*Aim of the task*. Please print the records below exactly as they are written.

*Data for review*.
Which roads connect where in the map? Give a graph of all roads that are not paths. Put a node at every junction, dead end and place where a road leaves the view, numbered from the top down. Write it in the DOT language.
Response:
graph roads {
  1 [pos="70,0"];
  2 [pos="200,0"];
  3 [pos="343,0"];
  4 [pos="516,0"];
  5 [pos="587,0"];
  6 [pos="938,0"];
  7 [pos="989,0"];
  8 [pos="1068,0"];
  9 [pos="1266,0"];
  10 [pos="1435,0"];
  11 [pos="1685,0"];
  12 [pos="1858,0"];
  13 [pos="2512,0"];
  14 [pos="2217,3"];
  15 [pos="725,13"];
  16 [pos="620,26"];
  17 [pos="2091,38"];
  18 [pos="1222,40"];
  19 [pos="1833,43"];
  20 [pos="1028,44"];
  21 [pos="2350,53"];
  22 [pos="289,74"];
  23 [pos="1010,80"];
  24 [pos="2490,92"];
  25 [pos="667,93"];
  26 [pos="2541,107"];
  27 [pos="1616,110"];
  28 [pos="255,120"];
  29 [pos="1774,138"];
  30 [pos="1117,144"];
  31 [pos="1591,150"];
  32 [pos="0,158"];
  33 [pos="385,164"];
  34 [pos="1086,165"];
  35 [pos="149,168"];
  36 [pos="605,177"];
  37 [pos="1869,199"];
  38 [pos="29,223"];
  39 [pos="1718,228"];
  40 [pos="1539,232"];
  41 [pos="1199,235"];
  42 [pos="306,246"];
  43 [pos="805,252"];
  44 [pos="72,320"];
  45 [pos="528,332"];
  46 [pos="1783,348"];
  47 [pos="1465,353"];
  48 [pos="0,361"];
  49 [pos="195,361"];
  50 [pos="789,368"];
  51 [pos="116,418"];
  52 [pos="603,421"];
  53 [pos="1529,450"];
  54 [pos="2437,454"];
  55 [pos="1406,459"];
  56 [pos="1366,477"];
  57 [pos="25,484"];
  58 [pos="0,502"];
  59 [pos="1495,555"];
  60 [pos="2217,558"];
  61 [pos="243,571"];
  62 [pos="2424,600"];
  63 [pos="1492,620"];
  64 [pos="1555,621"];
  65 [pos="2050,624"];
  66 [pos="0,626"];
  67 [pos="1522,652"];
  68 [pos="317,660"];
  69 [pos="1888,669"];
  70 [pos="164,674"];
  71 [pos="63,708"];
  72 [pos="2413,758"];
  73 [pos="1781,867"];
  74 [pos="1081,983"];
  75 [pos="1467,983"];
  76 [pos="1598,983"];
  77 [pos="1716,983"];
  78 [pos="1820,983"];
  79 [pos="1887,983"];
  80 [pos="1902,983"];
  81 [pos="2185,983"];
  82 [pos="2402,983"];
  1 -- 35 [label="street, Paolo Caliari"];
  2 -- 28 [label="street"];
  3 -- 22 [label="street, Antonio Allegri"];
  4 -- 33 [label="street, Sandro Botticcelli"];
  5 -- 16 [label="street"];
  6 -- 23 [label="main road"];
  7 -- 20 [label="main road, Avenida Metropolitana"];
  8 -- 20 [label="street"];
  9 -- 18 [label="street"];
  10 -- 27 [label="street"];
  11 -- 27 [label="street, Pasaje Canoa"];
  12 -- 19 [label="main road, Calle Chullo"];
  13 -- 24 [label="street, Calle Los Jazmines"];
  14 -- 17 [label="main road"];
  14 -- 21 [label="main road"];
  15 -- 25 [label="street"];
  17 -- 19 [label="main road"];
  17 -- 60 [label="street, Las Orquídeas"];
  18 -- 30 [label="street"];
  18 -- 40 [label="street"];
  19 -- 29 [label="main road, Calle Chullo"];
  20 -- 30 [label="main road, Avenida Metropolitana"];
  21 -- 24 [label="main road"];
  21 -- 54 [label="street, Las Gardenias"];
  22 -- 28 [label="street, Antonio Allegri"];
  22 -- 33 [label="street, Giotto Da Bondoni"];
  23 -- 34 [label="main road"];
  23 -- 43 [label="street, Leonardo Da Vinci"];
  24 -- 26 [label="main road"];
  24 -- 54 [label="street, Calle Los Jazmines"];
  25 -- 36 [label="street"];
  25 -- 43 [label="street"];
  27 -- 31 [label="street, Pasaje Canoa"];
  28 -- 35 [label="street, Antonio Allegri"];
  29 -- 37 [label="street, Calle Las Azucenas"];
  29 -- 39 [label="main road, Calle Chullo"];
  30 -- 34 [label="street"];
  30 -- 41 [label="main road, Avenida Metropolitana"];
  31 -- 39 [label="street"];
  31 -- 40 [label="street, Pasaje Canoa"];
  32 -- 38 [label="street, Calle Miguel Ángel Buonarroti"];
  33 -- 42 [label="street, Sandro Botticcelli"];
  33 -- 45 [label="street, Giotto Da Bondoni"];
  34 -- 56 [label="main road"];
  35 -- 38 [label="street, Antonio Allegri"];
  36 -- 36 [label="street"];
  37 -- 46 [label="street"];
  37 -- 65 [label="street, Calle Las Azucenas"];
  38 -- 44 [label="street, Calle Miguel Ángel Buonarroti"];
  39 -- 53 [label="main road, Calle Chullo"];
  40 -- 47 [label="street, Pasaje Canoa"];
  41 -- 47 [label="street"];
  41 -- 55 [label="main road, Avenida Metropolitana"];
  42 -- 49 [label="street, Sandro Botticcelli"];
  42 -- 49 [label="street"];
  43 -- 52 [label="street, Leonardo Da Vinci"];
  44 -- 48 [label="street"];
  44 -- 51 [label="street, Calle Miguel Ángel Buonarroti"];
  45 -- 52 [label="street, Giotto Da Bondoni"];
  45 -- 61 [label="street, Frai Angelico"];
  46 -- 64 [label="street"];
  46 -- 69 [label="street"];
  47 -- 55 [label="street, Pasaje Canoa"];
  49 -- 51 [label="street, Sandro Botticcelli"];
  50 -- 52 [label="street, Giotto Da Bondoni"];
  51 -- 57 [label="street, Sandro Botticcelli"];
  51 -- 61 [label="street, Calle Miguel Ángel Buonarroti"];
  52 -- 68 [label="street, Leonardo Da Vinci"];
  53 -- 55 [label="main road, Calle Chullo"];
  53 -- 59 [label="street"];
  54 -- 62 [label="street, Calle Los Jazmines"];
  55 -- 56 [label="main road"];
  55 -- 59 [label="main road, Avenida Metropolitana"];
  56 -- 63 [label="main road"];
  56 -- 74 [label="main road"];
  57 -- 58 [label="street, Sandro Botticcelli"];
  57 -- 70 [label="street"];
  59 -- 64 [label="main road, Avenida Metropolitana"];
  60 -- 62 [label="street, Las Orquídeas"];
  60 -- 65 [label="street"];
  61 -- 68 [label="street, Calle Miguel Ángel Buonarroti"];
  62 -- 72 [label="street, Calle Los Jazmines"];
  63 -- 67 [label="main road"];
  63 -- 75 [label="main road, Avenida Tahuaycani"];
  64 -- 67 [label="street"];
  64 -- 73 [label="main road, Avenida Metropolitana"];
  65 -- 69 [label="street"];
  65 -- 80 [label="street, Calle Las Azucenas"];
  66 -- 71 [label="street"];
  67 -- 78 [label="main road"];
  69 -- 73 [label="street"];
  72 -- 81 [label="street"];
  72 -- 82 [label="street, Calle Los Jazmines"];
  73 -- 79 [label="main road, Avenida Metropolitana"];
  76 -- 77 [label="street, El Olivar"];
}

*Exercise result*.
Which roads connect where in the map? Give a graph of all roads that are not paths. Put a node at every junction, dead end and place where a road leaves the view, numbered from the top down. Write it in the DOT language.
Response:
graph roads {
  1 [pos="70,0"];
  2 [pos="200,0"];
  3 [pos="343,0"];
  4 [pos="516,0"];
  5 [pos="587,0"];
  6 [pos="938,0"];
  7 [pos="989,0"];
  8 [pos="1068,0"];
  9 [pos="1266,0"];
  10 [pos="1435,0"];
  11 [pos="1685,0"];
  12 [pos="1858,0"];
  13 [pos="2512,0"];
  14 [pos="2217,3"];
  15 [pos="725,13"];
  16 [pos="620,26"];
  17 [pos="2091,38"];
  18 [pos="1222,40"];
  19 [pos="1833,43"];
  20 [pos="1028,44"];
  21 [pos="2350,53"];
  22 [pos="289,74"];
  23 [pos="1010,80"];
  24 [pos="2490,92"];
  25 [pos="667,93"];
  26 [pos="2541,107"];
  27 [pos="1616,110"];
  28 [pos="255,120"];
  29 [pos="1774,138"];
  30 [pos="1117,144"];
  31 [pos="1591,150"];
  32 [pos="0,158"];
  33 [pos="385,164"];
  34 [pos="1086,165"];
  35 [pos="149,168"];
  36 [pos="605,177"];
  37 [pos="1869,199"];
  38 [pos="29,223"];
  39 [pos="1718,228"];
  40 [pos="1539,232"];
  41 [pos="1199,235"];
  42 [pos="306,246"];
  43 [pos="805,252"];
  44 [pos="72,320"];
  45 [pos="528,332"];
  46 [pos="1783,348"];
  47 [pos="1465,353"];
  48 [pos="0,361"];
  49 [pos="195,361"];
  50 [pos="789,368"];
  51 [pos="116,418"];
  52 [pos="603,421"];
  53 [pos="1529,450"];
  54 [pos="2437,454"];
  55 [pos="1406,459"];
  56 [pos="1366,477"];
  57 [pos="25,484"];
  58 [pos="0,502"];
  59 [pos="1495,555"];
  60 [pos="2217,558"];
  61 [pos="243,571"];
  62 [pos="2424,600"];
  63 [pos="1492,620"];
  64 [pos="1555,621"];
  65 [pos="2050,624"];
  66 [pos="0,626"];
  67 [pos="1522,652"];
  68 [pos="317,660"];
  69 [pos="1888,669"];
  70 [pos="164,674"];
  71 [pos="63,708"];
  72 [pos="2413,758"];
  73 [pos="1781,867"];
  74 [pos="1081,983"];
  75 [pos="1467,983"];
  76 [pos="1598,983"];
  77 [pos="1716,983"];
  78 [pos="1820,983"];
  79 [pos="1887,983"];
  80 [pos="1902,983"];
  81 [pos="2185,983"];
  82 [pos="2402,983"];
  1 -- 35 [label="street, Paolo Caliari"];
  2 -- 28 [label="street"];
  3 -- 22 [label="street, Antonio Allegri"];
  4 -- 33 [label="street, Sandro Botticcelli"];
  5 -- 16 [label="street"];
  6 -- 23 [label="main road"];
  7 -- 20 [label="main road, Avenida Metropolitana"];
  8 -- 20 [label="street"];
  9 -- 18 [label="street"];
  10 -- 27 [label="street"];
  11 -- 27 [label="street, Pasaje Canoa"];
  12 -- 19 [label="main road, Calle Chullo"];
  13 -- 24 [label="street, Calle Los Jazmines"];
  14 -- 17 [label="main road"];
  14 -- 21 [label="main road"];
  15 -- 25 [label="street"];
  17 -- 19 [label="main road"];
  17 -- 60 [label="street, Las Orquídeas"];
  18 -- 30 [label="street"];
  18 -- 40 [label="street"];
  19 -- 29 [label="main road, Calle Chullo"];
  20 -- 30 [label="main road, Avenida Metropolitana"];
  21 -- 24 [label="main road"];
  21 -- 54 [label="street, Las Gardenias"];
  22 -- 28 [label="street, Antonio Allegri"];
  22 -- 33 [label="street, Giotto Da Bondoni"];
  23 -- 34 [label="main road"];
  23 -- 43 [label="street, Leonardo Da Vinci"];
  24 -- 26 [label="main road"];
  24 -- 54 [label="street, Calle Los Jazmines"];
  25 -- 36 [label="street"];
  25 -- 43 [label="street"];
  27 -- 31 [label="street, Pasaje Canoa"];
  28 -- 35 [label="street, Antonio Allegri"];
  29 -- 37 [label="street, Calle Las Azucenas"];
  29 -- 39 [label="main road, Calle Chullo"];
  30 -- 34 [label="street"];
  30 -- 41 [label="main road, Avenida Metropolitana"];
  31 -- 39 [label="street"];
  31 -- 40 [label="street, Pasaje Canoa"];
  32 -- 38 [label="street, Calle Miguel Ángel Buonarroti"];
  33 -- 42 [label="street, Sandro Botticcelli"];
  33 -- 45 [label="street, Giotto Da Bondoni"];
  34 -- 56 [label="main road"];
  35 -- 38 [label="street, Antonio Allegri"];
  36 -- 36 [label="street"];
  37 -- 46 [label="street"];
  37 -- 65 [label="street, Calle Las Azucenas"];
  38 -- 44 [label="street, Calle Miguel Ángel Buonarroti"];
  39 -- 53 [label="main road, Calle Chullo"];
  40 -- 47 [label="street, Pasaje Canoa"];
  41 -- 47 [label="street"];
  41 -- 55 [label="main road, Avenida Metropolitana"];
  42 -- 49 [label="street, Sandro Botticcelli"];
  42 -- 49 [label="street"];
  43 -- 52 [label="street, Leonardo Da Vinci"];
  44 -- 48 [label="street"];
  44 -- 51 [label="street, Calle Miguel Ángel Buonarroti"];
  45 -- 52 [label="street, Giotto Da Bondoni"];
  45 -- 61 [label="street, Frai Angelico"];
  46 -- 64 [label="street"];
  46 -- 69 [label="street"];
  47 -- 55 [label="street, Pasaje Canoa"];
  49 -- 51 [label="street, Sandro Botticcelli"];
  50 -- 52 [label="street, Giotto Da Bondoni"];
  51 -- 57 [label="street, Sandro Botticcelli"];
  51 -- 61 [label="street, Calle Miguel Ángel Buonarroti"];
  52 -- 68 [label="street, Leonardo Da Vinci"];
  53 -- 55 [label="main road, Calle Chullo"];
  53 -- 59 [label="street"];
  54 -- 62 [label="street, Calle Los Jazmines"];
  55 -- 56 [label="main road"];
  55 -- 59 [label="main road, Avenida Metropolitana"];
  56 -- 63 [label="main road"];
  56 -- 74 [label="main road"];
  57 -- 58 [label="street, Sandro Botticcelli"];
  57 -- 70 [label="street"];
  59 -- 64 [label="main road, Avenida Metropolitana"];
  60 -- 62 [label="street, Las Orquídeas"];
  60 -- 65 [label="street"];
  61 -- 68 [label="street, Calle Miguel Ángel Buonarroti"];
  62 -- 72 [label="street, Calle Los Jazmines"];
  63 -- 67 [label="main road"];
  63 -- 75 [label="main road, Avenida Tahuaycani"];
  64 -- 67 [label="street"];
  64 -- 73 [label="main road, Avenida Metropolitana"];
  65 -- 69 [label="street"];
  65 -- 80 [label="street, Calle Las Azucenas"];
  66 -- 71 [label="street"];
  67 -- 78 [label="main road"];
  69 -- 73 [label="street"];
  72 -- 81 [label="street"];
  72 -- 82 [label="street, Calle Los Jazmines"];
  73 -- 79 [label="main road, Avenida Metropolitana"];
  76 -- 77 [label="street, El Olivar"];
}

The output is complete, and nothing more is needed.